Task item: Copy out each line below in which the string "переулок" appears.

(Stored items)
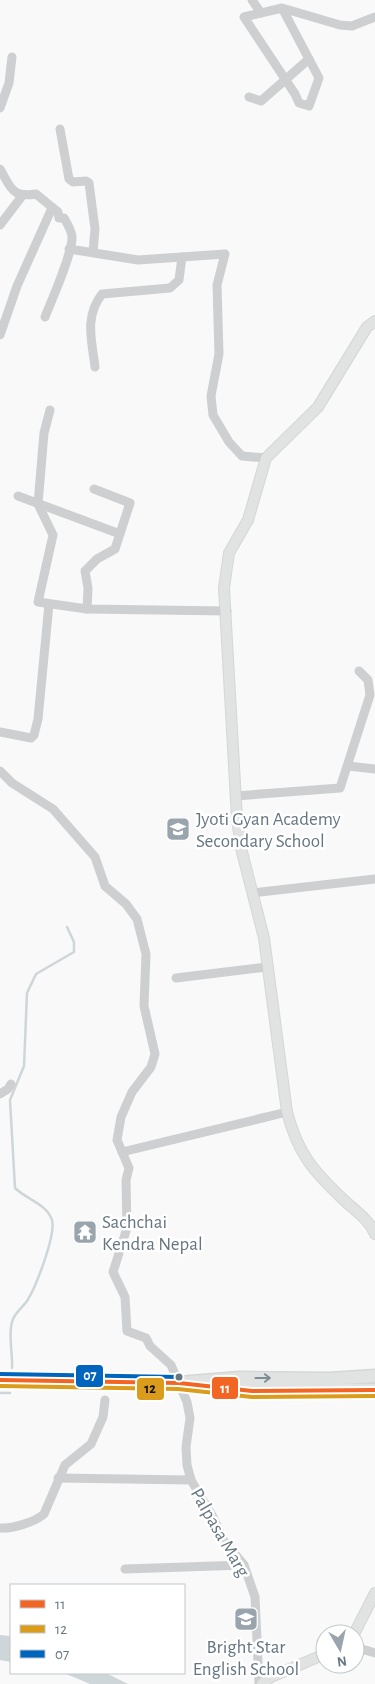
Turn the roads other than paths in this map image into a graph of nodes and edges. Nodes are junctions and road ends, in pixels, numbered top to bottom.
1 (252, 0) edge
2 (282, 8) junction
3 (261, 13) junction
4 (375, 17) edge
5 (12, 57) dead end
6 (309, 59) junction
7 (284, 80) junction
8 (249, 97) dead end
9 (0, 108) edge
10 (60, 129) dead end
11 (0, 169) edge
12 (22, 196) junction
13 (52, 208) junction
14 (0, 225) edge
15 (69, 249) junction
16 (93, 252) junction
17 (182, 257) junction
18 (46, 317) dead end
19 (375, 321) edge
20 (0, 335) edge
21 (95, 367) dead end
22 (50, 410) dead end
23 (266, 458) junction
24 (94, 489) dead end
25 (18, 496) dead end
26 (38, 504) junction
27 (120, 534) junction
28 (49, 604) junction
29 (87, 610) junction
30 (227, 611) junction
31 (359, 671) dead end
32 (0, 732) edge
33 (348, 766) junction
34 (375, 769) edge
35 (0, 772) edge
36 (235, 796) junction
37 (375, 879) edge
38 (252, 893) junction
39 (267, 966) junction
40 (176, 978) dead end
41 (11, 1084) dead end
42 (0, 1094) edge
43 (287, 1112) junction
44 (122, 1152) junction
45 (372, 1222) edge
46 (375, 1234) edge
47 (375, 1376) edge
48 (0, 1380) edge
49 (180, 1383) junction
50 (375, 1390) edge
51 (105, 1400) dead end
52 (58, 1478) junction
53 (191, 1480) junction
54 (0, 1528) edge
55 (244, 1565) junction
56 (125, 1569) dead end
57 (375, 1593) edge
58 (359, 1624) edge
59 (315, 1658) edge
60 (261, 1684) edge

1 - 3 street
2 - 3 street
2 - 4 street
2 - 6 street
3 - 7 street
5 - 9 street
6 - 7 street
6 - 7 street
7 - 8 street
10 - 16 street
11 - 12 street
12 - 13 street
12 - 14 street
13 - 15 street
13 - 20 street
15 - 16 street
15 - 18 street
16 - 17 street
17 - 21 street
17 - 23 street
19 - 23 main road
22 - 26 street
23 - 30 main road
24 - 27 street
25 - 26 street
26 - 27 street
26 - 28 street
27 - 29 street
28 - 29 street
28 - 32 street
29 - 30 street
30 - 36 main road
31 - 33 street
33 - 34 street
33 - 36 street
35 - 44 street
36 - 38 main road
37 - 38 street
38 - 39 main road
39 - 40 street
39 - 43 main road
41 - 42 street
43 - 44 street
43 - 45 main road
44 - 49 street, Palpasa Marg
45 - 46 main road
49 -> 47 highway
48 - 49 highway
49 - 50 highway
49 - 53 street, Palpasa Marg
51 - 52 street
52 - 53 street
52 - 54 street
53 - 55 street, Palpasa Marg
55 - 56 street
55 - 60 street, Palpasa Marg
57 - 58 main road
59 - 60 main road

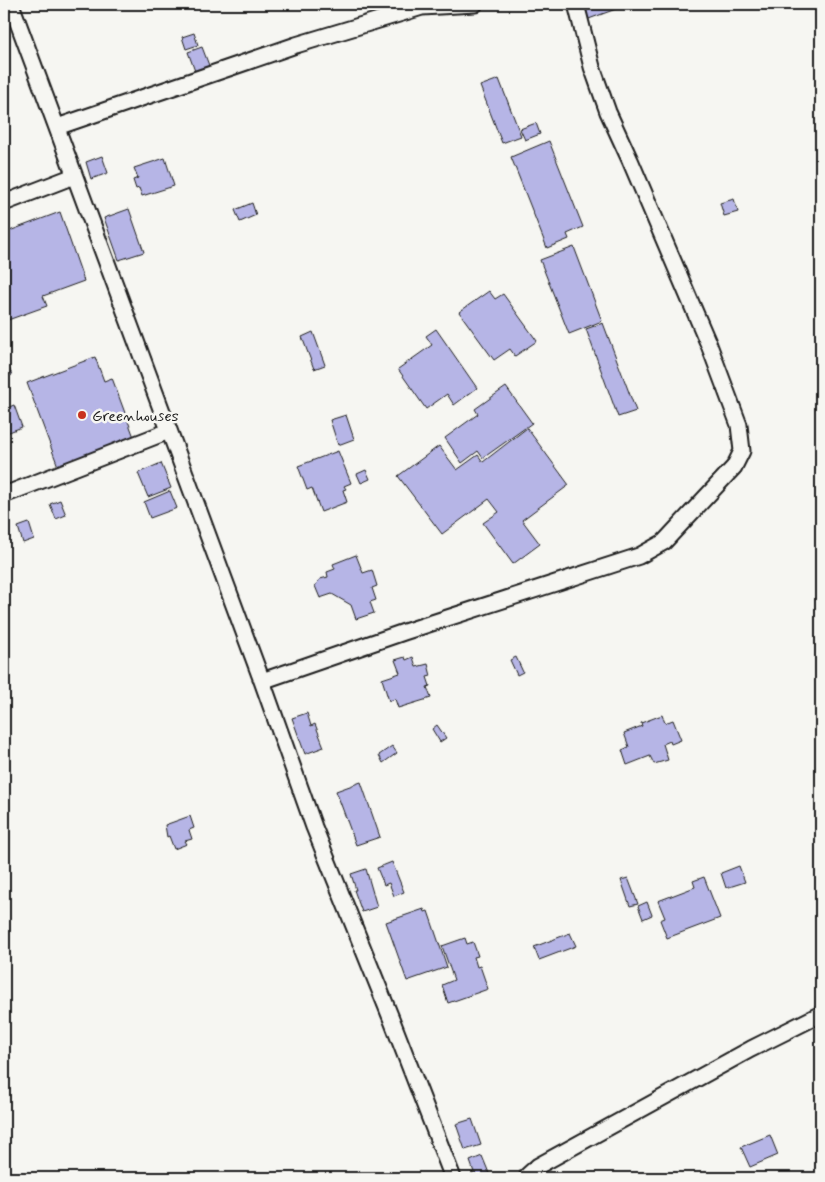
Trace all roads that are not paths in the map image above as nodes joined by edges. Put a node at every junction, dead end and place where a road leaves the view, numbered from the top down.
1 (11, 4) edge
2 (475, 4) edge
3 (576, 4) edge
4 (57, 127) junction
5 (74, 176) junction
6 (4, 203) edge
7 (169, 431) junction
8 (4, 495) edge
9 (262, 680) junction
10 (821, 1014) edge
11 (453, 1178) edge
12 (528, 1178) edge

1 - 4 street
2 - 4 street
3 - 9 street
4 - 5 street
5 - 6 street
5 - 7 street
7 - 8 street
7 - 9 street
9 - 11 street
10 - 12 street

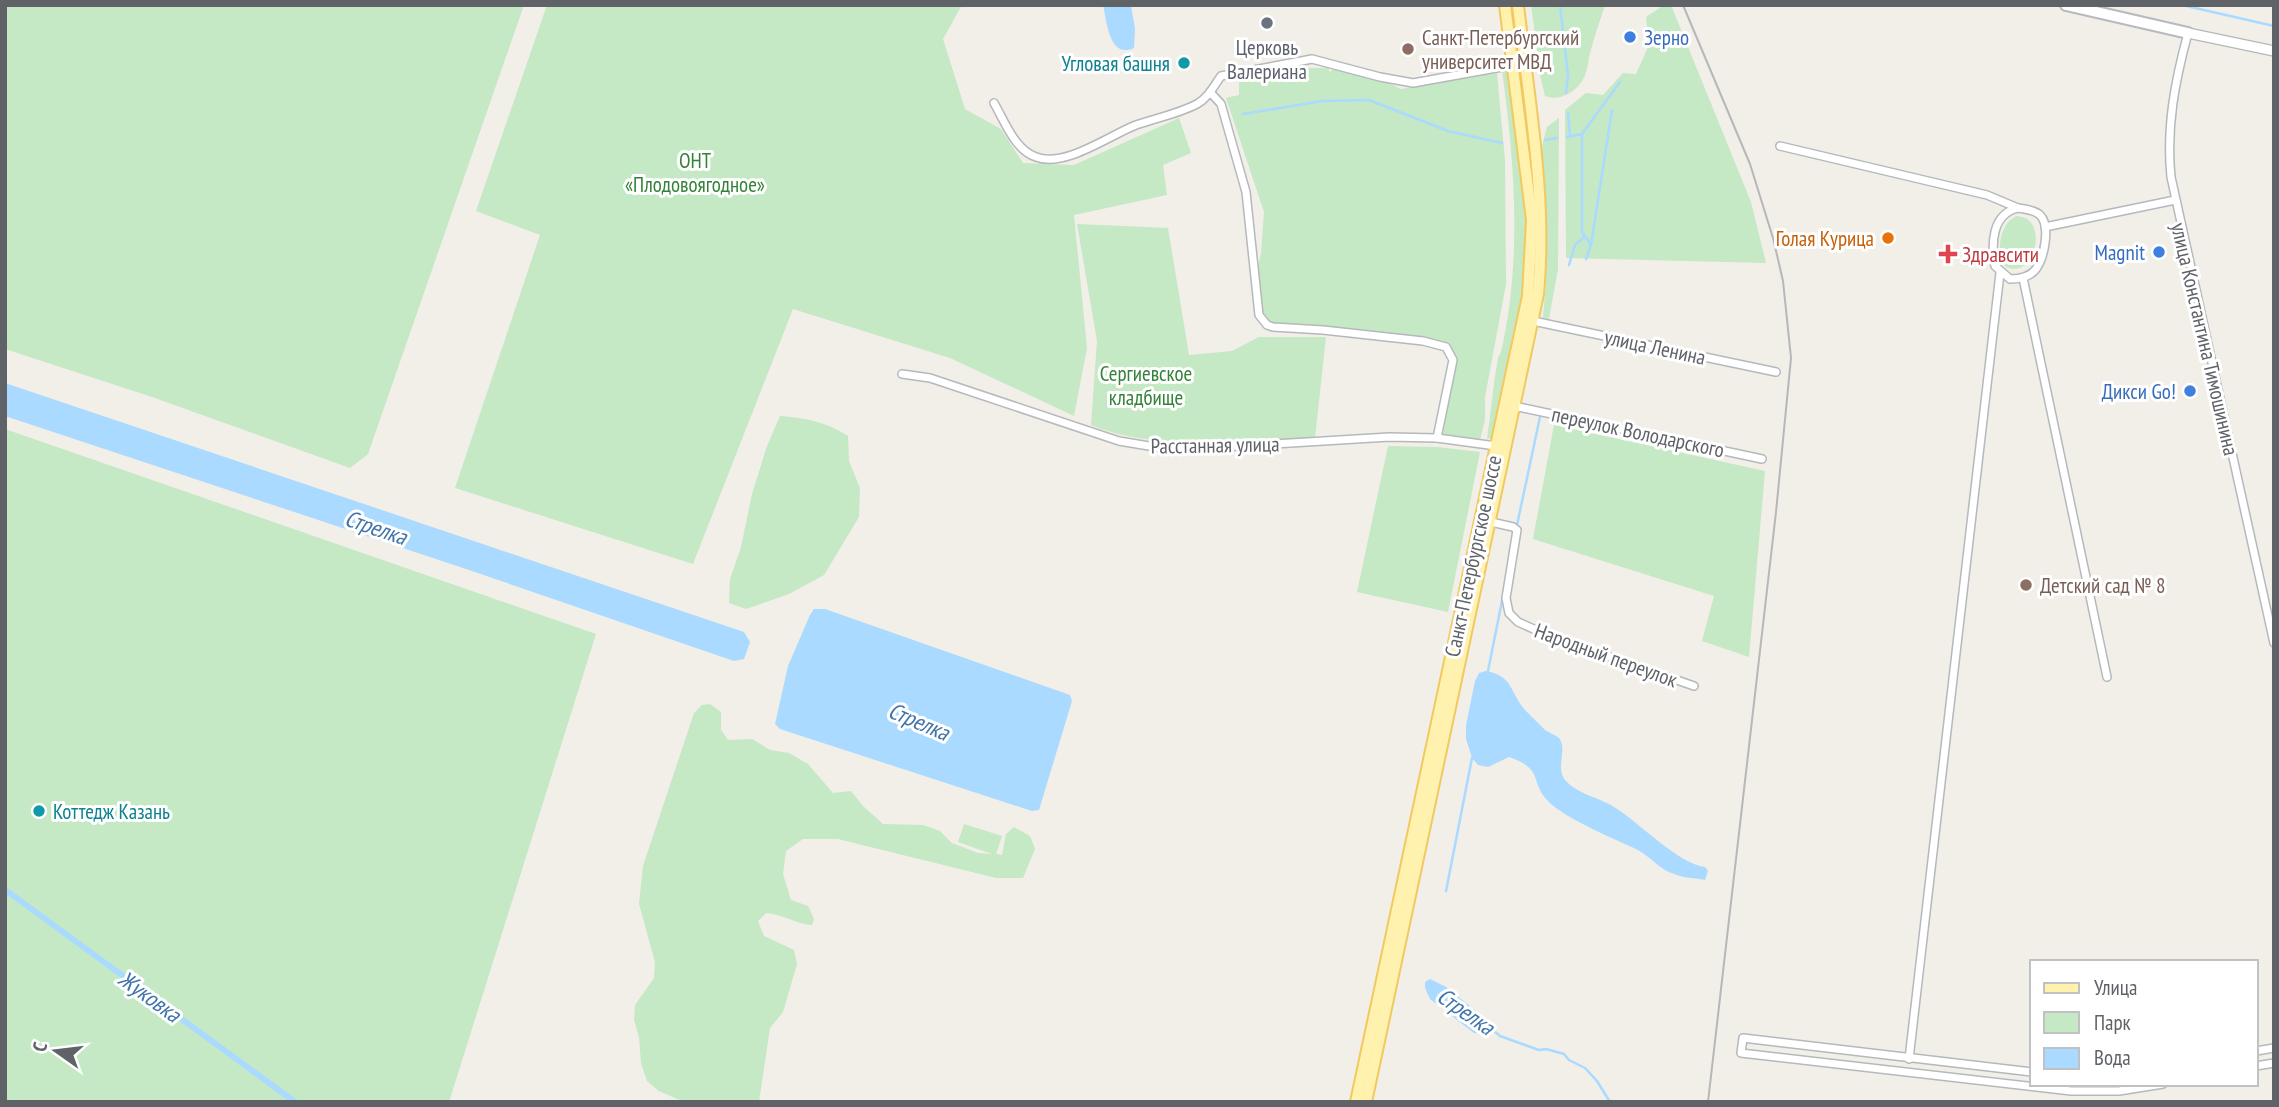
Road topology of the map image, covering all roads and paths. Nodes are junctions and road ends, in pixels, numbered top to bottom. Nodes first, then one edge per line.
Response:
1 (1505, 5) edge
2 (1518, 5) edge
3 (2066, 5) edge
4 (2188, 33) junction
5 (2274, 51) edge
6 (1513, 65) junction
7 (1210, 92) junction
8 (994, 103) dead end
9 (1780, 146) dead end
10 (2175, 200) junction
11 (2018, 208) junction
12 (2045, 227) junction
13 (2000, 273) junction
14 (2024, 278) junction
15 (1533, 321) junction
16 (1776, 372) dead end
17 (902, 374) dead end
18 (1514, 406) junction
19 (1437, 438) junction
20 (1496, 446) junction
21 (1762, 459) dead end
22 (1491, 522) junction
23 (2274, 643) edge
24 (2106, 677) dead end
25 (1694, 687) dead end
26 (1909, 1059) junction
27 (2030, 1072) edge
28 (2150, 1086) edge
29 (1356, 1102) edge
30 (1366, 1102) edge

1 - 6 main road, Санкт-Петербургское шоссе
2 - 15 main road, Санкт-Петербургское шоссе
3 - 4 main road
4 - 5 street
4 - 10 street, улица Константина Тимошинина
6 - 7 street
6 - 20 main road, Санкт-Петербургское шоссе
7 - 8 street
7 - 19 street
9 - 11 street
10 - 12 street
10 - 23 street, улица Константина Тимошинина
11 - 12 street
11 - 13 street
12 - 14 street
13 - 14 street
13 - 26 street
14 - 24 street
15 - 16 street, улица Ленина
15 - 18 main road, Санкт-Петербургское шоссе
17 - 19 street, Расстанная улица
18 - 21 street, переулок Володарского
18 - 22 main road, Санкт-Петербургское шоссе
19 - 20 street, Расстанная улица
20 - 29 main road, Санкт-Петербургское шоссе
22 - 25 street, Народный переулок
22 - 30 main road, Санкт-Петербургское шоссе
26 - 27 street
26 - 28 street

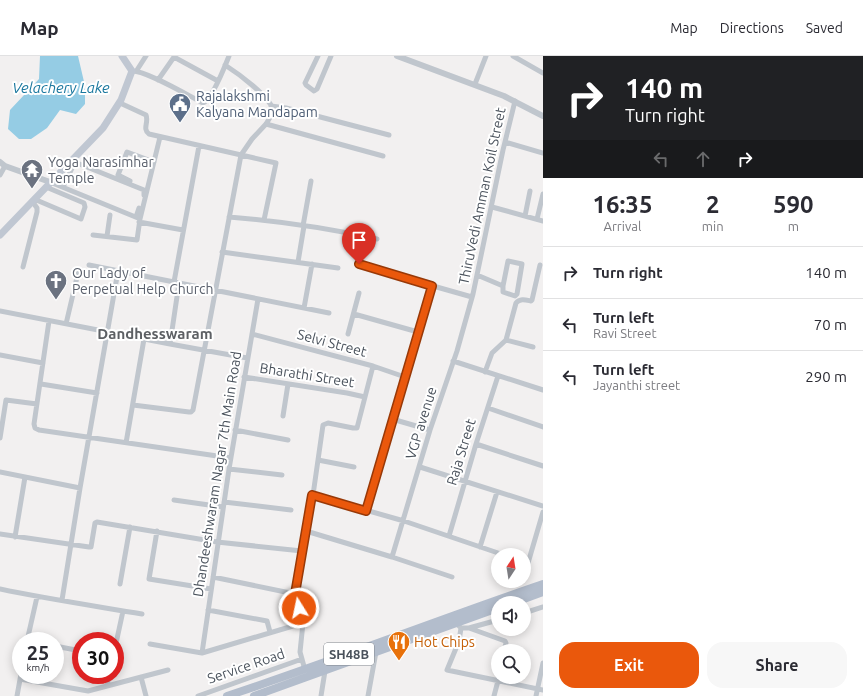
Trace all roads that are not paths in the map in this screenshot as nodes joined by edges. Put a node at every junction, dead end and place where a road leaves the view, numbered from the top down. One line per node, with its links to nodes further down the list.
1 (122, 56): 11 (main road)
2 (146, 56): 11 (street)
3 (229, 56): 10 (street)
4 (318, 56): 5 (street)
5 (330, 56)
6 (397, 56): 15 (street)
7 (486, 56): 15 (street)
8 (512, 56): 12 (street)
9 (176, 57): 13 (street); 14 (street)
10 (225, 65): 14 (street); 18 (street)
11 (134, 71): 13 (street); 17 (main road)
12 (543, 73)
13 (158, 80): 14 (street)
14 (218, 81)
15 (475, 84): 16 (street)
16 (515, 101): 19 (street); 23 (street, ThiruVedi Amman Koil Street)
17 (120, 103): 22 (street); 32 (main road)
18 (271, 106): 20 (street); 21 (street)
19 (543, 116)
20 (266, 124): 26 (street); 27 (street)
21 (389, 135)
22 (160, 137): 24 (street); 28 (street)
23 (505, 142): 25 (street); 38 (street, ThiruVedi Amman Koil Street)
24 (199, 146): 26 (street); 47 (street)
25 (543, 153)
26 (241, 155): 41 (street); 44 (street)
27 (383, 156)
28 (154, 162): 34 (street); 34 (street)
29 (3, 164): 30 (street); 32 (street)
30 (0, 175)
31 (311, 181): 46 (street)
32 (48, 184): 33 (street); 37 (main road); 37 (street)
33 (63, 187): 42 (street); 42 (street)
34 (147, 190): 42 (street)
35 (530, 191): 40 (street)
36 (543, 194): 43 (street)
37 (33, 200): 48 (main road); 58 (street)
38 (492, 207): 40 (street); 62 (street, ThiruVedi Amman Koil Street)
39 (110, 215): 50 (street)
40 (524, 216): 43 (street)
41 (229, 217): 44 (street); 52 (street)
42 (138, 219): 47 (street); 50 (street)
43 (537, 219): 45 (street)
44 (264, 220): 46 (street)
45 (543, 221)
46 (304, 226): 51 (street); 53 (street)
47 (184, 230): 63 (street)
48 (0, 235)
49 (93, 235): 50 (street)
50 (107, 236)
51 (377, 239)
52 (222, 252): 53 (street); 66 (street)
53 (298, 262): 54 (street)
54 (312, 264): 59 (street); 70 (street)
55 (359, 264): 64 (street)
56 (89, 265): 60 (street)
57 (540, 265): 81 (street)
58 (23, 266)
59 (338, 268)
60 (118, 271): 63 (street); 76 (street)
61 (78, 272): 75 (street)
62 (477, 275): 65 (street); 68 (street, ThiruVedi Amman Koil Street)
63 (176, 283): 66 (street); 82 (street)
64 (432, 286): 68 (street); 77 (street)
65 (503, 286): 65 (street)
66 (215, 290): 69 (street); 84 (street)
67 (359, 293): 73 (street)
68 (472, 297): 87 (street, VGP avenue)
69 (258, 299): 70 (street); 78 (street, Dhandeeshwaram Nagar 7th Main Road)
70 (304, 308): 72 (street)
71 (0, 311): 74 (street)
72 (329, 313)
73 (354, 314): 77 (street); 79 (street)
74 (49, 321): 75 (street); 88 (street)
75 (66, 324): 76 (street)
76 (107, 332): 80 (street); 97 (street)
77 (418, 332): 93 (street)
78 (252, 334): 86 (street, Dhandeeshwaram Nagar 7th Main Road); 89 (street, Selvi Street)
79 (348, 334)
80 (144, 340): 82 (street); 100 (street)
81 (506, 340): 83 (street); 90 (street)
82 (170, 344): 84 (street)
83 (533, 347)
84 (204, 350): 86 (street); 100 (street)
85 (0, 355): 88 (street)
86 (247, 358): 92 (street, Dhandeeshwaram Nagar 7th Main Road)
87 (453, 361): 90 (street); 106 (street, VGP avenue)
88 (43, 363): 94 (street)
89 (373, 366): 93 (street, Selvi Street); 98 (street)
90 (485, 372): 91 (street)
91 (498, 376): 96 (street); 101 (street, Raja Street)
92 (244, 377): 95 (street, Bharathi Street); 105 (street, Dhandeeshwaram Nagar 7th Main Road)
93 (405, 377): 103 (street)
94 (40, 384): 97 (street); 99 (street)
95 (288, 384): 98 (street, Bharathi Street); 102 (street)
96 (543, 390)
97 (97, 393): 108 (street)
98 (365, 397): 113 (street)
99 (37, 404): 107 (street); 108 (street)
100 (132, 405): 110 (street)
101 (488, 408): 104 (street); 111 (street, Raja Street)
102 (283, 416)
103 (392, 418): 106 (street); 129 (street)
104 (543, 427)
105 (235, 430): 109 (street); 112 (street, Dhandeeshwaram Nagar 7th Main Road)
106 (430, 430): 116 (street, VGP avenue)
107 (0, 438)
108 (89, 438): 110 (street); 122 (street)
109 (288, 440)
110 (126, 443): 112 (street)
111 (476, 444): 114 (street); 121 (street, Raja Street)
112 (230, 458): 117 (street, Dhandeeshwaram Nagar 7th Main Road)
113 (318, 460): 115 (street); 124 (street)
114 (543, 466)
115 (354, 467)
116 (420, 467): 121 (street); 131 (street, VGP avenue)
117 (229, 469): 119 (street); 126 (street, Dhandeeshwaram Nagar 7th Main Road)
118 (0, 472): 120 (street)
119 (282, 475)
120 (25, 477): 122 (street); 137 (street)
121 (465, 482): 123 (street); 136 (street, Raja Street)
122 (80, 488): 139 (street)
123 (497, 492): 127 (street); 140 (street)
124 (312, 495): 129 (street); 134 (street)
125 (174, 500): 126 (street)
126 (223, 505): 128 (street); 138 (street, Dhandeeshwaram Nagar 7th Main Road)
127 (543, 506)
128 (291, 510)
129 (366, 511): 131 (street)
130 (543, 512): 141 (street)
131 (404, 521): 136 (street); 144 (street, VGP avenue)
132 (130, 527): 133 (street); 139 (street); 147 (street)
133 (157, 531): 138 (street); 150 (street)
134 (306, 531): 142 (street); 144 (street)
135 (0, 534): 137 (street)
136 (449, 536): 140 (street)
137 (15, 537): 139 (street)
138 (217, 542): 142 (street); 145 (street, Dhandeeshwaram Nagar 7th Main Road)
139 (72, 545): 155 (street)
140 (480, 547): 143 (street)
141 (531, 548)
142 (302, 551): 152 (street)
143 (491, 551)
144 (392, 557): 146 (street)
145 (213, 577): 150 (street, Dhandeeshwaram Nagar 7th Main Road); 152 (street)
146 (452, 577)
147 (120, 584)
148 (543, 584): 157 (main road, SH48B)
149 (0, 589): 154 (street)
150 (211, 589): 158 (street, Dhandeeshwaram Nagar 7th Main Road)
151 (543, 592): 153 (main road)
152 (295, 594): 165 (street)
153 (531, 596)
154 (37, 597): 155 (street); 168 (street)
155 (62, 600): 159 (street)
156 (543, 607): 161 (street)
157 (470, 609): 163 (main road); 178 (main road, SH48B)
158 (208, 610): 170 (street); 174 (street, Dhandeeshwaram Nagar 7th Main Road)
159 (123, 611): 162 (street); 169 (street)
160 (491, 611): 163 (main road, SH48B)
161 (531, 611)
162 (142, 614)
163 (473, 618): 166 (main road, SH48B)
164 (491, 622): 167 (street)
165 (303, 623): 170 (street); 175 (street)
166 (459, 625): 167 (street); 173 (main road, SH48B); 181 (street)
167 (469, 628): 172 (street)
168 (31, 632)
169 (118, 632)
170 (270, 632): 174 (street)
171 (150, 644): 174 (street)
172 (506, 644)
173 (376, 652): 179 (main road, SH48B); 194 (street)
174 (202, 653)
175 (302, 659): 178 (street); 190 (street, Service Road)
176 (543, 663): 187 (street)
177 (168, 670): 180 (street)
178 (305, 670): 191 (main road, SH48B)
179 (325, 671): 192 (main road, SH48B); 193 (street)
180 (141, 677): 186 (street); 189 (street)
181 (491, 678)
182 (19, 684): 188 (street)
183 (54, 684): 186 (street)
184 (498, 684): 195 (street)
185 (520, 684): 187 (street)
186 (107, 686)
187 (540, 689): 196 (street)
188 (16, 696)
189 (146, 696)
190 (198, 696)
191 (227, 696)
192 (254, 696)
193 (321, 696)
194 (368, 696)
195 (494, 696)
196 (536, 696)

Output for this exercise:
18 - 21 street, переулок Володарского
22 - 25 street, Народный переулок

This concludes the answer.